だからと言って、桜子の言い方は引っかかる。
「私は鬼であり鬼山の娘です。玲夜様の婚約者でもあった私の周りにいる方は、いつも少し怯えていて一線を引いて私に接します。それは仕方がないことなのでしょう。私の機嫌を損ねただけで家を潰すだけの力を我が家は持っておりますから。ですから、本当の友人かと聞かれたら少し悩んでしまいますね。おそらく、柚子様が思っているような対等な関係とは言えないですね」
「それは……寂しいですね……」
力を持つことはいいことばかりではないようだ。
「ああ、でも心配なさらないで。同志はたくさんいるのですよ」
「同志?」
「ええ、そうです!」
桜子はこれまでになく目を輝かせて力説した。
「目的を同じとする同志たち! 玲夜様と高道様の恋を応援する会ですわ。ここだけの話、なくしたコレクションは別の形で同志たちによって今なお増えておりますの」
「そ、それは玲夜に見つかるとマズいですね……」
「極秘に動いておりますのよ」
柚子は頬を引き攣らせた。
あのヤバイ本が再び生産されているのか。
あまりにも嬉しそうに桜子が話すので、玲夜に報告するべきか迷う。しかし、報告してしまったら桜子にとって悲しい結果になりそうだ。
「ここだけのお話ですよ。女同士の内緒話です」
暗に、玲夜には言うなということだろう。
柚子に釘を刺したあと、桜子はたたずまいを直して柚子に向き直る。
「柚子様」
「はい」
真剣な声で名を呼ばれ、自然と背筋が伸びた。
「柚子様がかくりよ学園に通うということは、私よりももっと注目を集めることでしょう。

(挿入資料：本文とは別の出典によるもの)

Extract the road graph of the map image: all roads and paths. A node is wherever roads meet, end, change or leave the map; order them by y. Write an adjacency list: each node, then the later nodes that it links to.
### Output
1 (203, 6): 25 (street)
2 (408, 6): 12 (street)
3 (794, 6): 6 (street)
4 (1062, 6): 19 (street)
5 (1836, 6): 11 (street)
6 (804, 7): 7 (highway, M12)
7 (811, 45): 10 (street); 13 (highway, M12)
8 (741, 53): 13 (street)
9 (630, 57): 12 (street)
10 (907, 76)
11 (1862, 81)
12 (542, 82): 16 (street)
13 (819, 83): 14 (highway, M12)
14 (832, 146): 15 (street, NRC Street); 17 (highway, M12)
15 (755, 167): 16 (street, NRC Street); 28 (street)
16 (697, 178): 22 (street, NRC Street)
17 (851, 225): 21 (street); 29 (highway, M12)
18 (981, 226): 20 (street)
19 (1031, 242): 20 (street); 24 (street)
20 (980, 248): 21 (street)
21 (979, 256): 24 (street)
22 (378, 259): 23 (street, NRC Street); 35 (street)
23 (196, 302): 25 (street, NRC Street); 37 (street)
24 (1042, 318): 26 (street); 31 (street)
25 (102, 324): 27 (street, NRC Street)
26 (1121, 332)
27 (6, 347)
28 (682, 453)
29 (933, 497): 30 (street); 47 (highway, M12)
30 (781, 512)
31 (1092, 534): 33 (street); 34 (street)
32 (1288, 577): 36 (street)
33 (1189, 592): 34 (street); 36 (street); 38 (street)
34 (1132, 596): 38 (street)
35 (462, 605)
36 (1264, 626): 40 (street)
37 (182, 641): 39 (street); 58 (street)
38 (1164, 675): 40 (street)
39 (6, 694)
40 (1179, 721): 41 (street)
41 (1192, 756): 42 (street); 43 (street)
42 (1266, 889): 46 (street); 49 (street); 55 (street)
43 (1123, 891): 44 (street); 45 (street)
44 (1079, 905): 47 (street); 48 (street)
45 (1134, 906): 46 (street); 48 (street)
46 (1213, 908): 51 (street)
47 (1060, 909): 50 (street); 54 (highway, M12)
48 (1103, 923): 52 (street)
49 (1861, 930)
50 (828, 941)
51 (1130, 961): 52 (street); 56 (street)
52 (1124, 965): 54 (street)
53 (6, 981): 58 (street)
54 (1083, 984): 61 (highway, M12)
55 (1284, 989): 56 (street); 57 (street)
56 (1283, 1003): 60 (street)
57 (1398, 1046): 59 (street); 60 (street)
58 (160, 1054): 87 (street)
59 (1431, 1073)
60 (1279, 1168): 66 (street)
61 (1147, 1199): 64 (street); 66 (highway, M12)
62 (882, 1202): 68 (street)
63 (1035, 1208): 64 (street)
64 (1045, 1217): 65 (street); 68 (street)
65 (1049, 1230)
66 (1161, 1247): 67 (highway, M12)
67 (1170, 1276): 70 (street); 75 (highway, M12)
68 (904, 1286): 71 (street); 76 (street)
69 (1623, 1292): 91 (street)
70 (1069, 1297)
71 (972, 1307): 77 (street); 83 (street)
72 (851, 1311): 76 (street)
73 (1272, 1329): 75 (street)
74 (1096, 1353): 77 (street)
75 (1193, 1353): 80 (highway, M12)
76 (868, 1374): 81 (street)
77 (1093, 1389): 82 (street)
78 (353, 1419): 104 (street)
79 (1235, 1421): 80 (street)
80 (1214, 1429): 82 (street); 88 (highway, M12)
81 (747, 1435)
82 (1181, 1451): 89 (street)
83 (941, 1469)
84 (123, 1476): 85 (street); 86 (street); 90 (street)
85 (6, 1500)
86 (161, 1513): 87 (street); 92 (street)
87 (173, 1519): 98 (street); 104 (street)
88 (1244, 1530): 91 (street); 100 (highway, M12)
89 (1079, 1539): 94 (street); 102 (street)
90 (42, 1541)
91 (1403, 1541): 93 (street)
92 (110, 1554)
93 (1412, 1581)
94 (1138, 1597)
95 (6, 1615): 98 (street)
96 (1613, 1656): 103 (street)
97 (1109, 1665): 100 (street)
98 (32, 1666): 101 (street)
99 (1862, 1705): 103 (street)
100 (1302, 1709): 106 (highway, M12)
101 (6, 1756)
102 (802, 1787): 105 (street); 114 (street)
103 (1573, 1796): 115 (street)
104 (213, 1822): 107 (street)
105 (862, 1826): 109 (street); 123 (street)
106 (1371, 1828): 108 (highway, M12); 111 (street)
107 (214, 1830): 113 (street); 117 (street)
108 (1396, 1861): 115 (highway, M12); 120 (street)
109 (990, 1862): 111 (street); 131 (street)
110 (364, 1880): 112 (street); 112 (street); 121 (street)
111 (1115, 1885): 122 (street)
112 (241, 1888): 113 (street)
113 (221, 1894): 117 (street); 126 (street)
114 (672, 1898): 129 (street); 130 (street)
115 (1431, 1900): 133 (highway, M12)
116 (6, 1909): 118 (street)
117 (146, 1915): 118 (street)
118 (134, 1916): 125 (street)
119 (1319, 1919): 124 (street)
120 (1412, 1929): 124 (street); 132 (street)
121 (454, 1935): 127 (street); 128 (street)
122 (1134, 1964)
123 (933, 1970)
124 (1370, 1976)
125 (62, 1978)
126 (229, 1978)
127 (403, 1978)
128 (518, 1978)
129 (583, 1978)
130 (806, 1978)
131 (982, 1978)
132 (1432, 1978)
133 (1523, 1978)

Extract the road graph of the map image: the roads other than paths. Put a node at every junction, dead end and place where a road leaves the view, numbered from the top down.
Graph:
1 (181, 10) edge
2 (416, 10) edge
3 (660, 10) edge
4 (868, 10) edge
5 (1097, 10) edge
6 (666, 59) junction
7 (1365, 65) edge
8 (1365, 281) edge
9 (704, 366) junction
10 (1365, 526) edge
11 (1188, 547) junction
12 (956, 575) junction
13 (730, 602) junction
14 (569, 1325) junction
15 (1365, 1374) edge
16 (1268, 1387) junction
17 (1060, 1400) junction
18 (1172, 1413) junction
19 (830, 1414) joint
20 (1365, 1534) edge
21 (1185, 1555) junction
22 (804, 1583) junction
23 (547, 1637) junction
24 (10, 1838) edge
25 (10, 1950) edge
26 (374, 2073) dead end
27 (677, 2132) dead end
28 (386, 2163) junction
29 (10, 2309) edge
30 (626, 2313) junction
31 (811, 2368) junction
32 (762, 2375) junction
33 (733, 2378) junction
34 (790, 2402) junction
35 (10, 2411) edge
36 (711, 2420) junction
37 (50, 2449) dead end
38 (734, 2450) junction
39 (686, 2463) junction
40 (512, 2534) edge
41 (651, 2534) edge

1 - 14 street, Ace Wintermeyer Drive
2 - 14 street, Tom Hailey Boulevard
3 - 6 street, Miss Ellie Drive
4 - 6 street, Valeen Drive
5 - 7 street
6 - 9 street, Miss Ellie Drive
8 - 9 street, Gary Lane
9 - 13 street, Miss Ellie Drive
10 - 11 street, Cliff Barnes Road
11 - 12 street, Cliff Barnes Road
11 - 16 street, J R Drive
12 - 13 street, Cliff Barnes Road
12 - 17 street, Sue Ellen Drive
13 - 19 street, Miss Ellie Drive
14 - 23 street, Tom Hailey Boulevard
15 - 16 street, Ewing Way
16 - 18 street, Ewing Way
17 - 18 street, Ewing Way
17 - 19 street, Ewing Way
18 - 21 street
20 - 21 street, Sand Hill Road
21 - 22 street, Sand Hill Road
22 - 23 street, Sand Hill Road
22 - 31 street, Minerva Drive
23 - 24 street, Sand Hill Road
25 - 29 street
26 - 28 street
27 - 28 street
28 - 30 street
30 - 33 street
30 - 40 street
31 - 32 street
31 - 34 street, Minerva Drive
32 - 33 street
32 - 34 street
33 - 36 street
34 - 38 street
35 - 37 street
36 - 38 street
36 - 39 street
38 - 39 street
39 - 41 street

周囲へ与える影響も大きいです。玲夜様の花嫁でいらっしゃる柚子様の後ろには、それだけの力が動いているからです。ですので、これから付き合う方はよくよく考えて、あまり気をお許しにならぬようお気を付けくださいまし」
「……大学で友達を見つけるのは難しいですか?」
「柚子様の周りには、腹に一物を抱えた者たちが、砂糖に群がる蟻のように寄ってくるでしょう。これまでは鬼龍院ともあやかしとも関わりのない環境だったのでしょうが、かくりよ学園には政治や経済において力のある家の者が多うございます。そのような者たちはきっと柚子様から甘い蜜を得ようとしてきます」
「……なら、一般の大学の方がいいんでしょうか?」
そうすれば、鬼龍院と関係なく付き合える友人を得ることができるかもしれない。静かな大学生活を送りたいならそうした方がいいような気がしてきた。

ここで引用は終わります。